> [WHAT IS NEEDED]
Whenever a line in this data holds the word "Parian", report that line in full.

____ DATA FOR PROCESSING

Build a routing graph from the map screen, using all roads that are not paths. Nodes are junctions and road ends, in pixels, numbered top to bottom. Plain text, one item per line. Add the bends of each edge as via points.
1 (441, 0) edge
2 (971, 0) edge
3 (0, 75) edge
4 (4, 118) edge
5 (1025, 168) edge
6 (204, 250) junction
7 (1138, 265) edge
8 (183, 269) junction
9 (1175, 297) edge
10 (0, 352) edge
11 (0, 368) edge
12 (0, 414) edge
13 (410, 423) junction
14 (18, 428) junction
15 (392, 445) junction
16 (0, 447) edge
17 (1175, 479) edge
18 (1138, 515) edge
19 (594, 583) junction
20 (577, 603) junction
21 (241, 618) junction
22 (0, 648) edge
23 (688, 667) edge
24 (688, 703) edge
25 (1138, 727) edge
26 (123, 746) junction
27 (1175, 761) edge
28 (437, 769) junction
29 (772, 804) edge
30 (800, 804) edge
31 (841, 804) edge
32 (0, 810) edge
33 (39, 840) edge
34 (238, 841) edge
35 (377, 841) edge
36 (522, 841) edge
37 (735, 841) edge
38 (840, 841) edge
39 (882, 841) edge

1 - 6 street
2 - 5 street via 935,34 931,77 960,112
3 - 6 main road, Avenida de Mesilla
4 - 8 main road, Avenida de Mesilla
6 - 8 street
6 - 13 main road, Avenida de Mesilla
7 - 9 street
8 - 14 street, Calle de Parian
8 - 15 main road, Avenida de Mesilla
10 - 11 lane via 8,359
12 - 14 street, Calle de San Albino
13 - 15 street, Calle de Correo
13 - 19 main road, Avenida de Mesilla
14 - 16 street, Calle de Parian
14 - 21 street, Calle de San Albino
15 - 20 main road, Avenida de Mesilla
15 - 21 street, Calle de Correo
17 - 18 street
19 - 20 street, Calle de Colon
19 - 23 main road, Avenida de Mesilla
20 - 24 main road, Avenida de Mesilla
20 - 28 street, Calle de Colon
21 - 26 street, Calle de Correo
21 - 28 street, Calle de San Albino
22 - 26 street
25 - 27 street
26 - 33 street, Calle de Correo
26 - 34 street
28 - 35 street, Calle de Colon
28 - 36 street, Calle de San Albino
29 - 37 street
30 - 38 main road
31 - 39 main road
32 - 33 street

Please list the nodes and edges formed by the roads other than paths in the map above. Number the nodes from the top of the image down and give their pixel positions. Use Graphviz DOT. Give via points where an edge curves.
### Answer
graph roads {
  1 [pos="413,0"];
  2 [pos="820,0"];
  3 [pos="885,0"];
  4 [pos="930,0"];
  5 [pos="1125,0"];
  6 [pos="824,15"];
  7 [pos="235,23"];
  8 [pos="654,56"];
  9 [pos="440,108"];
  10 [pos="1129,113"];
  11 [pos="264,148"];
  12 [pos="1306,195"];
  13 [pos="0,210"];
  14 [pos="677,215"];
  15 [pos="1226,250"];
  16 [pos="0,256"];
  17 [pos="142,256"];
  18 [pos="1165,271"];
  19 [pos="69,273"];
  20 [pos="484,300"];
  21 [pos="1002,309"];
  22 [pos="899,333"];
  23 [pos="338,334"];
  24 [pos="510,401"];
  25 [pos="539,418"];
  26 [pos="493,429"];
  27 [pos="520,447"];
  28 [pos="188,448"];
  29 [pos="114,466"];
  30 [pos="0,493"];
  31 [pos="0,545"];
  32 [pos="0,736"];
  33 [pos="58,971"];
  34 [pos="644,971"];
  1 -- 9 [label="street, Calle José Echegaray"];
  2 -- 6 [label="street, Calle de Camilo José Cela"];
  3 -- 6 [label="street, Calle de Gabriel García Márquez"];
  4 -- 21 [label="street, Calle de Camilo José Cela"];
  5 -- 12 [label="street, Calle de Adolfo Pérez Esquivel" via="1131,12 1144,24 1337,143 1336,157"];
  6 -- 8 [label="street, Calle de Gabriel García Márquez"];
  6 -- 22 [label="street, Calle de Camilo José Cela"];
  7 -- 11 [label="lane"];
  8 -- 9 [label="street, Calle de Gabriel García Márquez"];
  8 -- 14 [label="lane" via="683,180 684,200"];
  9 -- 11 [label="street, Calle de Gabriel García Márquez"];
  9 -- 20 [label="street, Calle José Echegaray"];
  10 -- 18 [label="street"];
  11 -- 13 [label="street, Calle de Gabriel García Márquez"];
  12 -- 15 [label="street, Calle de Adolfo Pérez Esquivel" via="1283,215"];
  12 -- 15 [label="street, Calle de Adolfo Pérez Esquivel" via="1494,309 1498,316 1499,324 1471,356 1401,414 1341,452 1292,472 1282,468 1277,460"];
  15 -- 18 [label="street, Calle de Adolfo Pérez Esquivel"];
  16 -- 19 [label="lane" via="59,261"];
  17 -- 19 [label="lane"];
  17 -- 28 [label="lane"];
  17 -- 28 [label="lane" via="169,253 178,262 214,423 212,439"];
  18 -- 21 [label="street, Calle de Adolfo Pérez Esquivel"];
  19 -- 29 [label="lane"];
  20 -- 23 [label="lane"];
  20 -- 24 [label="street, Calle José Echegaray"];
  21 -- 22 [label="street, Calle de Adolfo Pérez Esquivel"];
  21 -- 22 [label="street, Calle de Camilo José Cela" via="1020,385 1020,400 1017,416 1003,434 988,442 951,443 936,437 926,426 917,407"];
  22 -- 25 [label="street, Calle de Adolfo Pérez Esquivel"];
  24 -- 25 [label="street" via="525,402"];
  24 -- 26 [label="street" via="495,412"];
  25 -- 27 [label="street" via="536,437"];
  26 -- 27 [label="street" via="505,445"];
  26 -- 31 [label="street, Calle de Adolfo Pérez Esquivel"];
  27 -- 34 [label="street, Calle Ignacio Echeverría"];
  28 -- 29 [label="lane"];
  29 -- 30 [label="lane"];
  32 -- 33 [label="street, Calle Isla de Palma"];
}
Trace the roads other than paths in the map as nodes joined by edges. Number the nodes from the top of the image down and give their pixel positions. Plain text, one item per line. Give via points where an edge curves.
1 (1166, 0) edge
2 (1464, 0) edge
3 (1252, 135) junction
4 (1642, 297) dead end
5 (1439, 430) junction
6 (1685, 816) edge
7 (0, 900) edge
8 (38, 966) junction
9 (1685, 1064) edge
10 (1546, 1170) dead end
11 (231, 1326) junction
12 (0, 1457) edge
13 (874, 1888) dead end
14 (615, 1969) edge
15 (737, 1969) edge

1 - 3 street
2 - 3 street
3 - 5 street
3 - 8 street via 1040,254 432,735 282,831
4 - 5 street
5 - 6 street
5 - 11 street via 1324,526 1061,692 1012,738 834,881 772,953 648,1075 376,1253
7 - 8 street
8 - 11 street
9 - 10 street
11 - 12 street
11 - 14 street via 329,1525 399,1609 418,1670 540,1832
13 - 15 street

________

> [ANSWER BELOW]
8 - 14 street, Calle de Parian
14 - 16 street, Calle de Parian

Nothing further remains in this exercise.